'Just special': Rangers trio represents in ASG

July 14th, 2021

DENVER -- When Adolis García and Joey Gallo stepped on the grass at Coors Field in the bottom of the sixth inning, they became the first Rangers outfielders to ever appear in the same All-Star Game at the same time.

While Josh Hamilton and Nelson Cruz were both American League All-Stars in 2009, Cruz did not play in the game.

The two outfielders have led the Rangers’ squad this season, with 24 (Gallo) and 22 (García) home runs at the break, and they both emphasized how fun the experience was at the Midsummer Classic, especially since it was García’s first trip.

It was a good day for the Rangers at Coors Field, as the American League defeated the National League, 5-2.

García went down swinging on three pitches in his first at-bat in the top of the seventh inning. He didn’t want to leave without a hit, though. He ultimately got one more at-bat and he made the most of it, driving a one-out double up the middle with two strikes, giving the American League a chance to extend their lead.

“I was excited for the first at-bat and was just really aggressive and didn't really see the pitches I wanted,” García said. “So during the second at-bat, I went up there with a different approach and settled down and just looked for consistency.

“It meant a lot to me, because I wanted to represent the team with a hit and not without one. I’m really content with everything, just to come here and represent our organization on the All-Star team.”

Gallo -- the MLB leader in walks -- walked in his only at-bat in the eighth inning. It was the first walk by a Ranger in the All-Star game since Adrian Beltre in the 2014 All-Star Game. Gallo is now 1-for-1 with a home run and a walk in two All-Star appearances.

Gallo added that he felt like he could enjoy his second All-Star experience more than he could when he first appeared in 2019, because he knows what to expect and it’s not as chaotic. He was happy to be the quasi All-Star veteran for the Rangers with García and Kyle Gibson both making their first appearances.

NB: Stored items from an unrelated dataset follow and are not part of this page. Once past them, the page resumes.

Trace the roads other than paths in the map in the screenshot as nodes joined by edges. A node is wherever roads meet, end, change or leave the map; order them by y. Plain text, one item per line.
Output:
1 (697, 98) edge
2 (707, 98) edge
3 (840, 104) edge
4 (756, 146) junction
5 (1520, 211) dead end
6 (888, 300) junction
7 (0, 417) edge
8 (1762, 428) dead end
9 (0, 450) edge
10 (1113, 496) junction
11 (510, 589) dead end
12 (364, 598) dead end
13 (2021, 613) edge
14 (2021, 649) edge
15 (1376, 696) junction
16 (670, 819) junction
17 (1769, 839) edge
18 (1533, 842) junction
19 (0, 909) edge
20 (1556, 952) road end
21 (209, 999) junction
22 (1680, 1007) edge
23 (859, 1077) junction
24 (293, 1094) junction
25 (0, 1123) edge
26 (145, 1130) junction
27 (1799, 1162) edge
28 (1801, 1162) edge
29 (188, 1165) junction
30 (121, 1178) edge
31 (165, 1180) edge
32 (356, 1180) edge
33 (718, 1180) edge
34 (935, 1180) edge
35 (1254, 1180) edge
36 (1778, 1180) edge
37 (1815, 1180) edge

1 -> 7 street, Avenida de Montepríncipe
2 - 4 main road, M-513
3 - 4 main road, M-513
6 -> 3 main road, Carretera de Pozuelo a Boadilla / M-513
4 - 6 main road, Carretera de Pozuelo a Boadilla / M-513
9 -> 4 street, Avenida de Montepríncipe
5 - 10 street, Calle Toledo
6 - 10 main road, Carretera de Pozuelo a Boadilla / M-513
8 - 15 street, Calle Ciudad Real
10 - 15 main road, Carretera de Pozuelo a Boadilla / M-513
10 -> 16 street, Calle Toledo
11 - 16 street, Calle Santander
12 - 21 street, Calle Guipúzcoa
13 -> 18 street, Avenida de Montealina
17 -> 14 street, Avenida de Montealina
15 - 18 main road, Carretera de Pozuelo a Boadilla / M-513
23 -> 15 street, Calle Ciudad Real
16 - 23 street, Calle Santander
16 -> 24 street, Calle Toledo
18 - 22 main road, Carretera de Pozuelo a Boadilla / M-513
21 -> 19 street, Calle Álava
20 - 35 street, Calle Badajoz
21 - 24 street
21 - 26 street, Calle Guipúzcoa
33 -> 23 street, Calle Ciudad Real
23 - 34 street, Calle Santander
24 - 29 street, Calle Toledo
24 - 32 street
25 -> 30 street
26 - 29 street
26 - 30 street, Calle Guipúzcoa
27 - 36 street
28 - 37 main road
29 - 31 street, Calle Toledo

“That feels good, you know,” Gallo said. “The second All-Star appearance for me. It’s weird seeing that, I'm like ‘Wow, it's such an honor.’ But it was cool, because we had a lot of guys [from the Rangers] come out like our trainer and Adolis’ translator came out. I was kind of able to tell him how things will work and what to be prepared for.”

Gibson rounded out the Texas trio, becoming the first Rangers pitcher to make an All-Star appearance since Cole Hamels in 2016. He pitched a scoreless third inning, giving up just one hit, following two-way sensation Shohei Ohtani and former-Ranger Lance Lynn.

Gibson admits to being “nervous as all get out” before the game, but he settled in nicely.

“[Twins pitcher] Taylor Rogers was laughing at me, because I didn’t know what to do,” Gibson explained. “I was standing up, getting loose, throwing extra warmups. Then I got out there, and I really needed that 2 1/2 minutes to warm up. I needed those extra pitches.”

The first batter of the inning, Bryan Reynolds, smoked a line drive at an exit velocity of ​​93.1 mph out to the right-field wall, but Aaron Judge tracked it down for a loud out. Rangers pitchers have now worked four scoreless innings in their last four All-Star appearances dating back to 2013.

“I 100 percent thought it was gone,” Gibson said. “I left an 0-2 fastball right down the middle. But that’s the beauty of having a [6-foot-9] guy out there. It was definitely a sigh of relief to turn around and see him smiling back at me.

“I definitely went for the punchout on the first guy, and that was a lesson.”

Gibson made his first All-Star appearance in his ninth year of Major League service time. He’s led the Rangers' rotation with a 2.29 ERA, 1.07 WHIP and 6-1 record in 17 starts this season.

He said that more than anything, he’s grateful for the entire experience for him and his family.

“It was crazy,” Gibson said. “You look around and you see how many amazing players there are around you, not just amazing players, but so many future Hall of Famers. It was just special. It’s almost too hard to process, just hard to put into words.”